J'ai cru devoir entrer dans ces explications, pour apporter dans la discussion le témoignage de mes souvenirs sur la pensée qui avait dirigé le congrès et ma ferme conviction que la loi positive n'a pas songé à punir, comme un délit, jusqu'à présent, la simple violation des lettres par les particuliers; laissant à la loi morale de l'opinion publique le soin d'en faire justice.
- La discussion est close.
L'amendement proposé par M. Coomans est mis aux voix ; il n'est pas adopté.
L'article 479 est adopté.
M. le président. - A l'article 556, M. Jullien a proposé de substituer aux mots : « pour cause de mort », le mot : « testamentaire ». La commission adopte cet amendement.
M. Lelièvre a proposé d'ajouter à la fin du paragraphe 2 du même article, les mots: « et acceptée par la femme ». La commission propose l'adoption de cet amendement en le modifiant comme suit : « et acceptée par la femme dix jours au moins avant la cessation de payement ».
M. Lelièvre. - Je pense, messieurs, qu'il faut se borner à énoncer les expressions et acceptée par la femme. En effet, la question de savoir si la femme peut accepter le remploi par acte subséquent est controversée.
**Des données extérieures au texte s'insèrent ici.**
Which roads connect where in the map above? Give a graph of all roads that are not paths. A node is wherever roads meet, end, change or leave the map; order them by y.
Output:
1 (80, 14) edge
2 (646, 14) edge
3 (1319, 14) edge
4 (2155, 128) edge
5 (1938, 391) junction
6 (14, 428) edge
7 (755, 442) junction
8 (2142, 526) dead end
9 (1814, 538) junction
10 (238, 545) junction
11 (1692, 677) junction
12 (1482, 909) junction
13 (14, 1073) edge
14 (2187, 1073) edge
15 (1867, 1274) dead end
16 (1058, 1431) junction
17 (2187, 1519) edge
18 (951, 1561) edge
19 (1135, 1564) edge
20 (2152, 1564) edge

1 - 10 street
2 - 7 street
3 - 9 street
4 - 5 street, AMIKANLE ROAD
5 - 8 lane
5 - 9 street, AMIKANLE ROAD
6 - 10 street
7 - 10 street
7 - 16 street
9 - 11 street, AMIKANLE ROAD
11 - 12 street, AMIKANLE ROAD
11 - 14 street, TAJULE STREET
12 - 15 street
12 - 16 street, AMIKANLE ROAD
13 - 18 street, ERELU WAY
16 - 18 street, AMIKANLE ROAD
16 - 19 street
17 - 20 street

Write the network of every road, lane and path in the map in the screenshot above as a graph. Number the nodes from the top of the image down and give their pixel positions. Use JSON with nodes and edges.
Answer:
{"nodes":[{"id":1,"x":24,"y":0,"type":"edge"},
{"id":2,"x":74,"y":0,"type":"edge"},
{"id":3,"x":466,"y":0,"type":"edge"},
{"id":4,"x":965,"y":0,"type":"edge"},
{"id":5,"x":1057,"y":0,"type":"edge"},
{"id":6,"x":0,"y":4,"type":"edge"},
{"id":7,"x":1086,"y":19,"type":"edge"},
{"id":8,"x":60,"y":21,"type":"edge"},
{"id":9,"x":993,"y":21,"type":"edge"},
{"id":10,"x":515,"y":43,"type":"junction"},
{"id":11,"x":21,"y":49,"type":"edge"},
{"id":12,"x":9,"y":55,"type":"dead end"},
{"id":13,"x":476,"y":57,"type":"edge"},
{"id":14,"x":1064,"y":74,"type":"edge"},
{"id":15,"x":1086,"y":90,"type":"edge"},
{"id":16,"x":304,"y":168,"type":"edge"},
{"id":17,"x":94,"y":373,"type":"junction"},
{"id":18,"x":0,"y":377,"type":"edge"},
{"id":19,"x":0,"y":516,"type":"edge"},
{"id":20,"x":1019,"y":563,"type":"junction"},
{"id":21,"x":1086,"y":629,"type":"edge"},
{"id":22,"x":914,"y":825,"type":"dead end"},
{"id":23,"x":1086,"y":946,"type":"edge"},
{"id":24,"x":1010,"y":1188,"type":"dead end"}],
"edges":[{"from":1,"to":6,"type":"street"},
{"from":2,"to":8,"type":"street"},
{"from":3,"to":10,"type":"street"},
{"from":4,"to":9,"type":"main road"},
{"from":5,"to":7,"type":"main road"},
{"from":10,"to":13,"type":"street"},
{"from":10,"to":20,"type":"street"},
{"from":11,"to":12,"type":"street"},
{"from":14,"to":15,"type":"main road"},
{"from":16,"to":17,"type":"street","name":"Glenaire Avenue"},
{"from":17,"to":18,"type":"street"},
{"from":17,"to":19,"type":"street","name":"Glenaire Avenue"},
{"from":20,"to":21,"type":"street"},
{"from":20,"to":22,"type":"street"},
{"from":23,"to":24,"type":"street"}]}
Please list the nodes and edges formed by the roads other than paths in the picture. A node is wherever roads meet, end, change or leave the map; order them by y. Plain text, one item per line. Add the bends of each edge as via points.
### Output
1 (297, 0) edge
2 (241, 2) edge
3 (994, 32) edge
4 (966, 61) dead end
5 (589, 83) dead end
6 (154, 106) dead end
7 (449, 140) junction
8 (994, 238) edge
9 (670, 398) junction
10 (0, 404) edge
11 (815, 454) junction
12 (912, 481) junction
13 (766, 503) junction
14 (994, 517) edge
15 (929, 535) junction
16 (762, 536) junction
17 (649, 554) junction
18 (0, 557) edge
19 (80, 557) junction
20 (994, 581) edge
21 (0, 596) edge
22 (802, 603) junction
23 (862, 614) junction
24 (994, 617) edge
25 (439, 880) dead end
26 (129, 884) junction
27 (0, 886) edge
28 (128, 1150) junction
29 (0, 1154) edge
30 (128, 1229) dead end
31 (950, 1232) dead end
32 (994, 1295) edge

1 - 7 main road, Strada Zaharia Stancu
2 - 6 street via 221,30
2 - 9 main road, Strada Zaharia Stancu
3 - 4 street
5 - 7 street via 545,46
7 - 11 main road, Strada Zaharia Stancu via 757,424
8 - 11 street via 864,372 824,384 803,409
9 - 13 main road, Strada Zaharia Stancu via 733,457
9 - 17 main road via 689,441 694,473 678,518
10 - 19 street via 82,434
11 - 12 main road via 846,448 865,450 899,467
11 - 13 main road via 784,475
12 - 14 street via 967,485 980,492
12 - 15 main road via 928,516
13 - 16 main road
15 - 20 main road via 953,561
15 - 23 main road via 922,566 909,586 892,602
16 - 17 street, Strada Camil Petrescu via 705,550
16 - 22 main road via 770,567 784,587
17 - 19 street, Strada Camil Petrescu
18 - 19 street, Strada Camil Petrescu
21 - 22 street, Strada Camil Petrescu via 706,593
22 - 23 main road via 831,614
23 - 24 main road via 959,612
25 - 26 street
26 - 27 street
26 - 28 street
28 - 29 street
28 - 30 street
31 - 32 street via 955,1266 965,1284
La plupart des auteurs pensent que l'acceptation doit avoir lieu dans l'acte même d'acquisition. La rédaction de la commission résolvant la question en sens contraire, il me semble qu'il est préférable de se référer à cet égard aux principes du droit commun et à la jurisprudence.
D'un autre côté, puisque la cause du remploi doit être justifiée par acte probant, il n'y a pas lieu à redouter la fraude et, sous ce rapport, il est inutile de simuler une acceptation antérieure aux dix jours qui précèdent la cessation de payement. En effet, l'aliénation des propres de la femme ou toute autre cause de remploi doit être établie préalablement. Cette addition pourrait aussi donner lieu à des inconvénients. En effet, la femme peut acquérir de bonne foi des immeubles en remploi de ses propres par acte passé dans les dix jours qui précèdent la cessation des payements de son mari.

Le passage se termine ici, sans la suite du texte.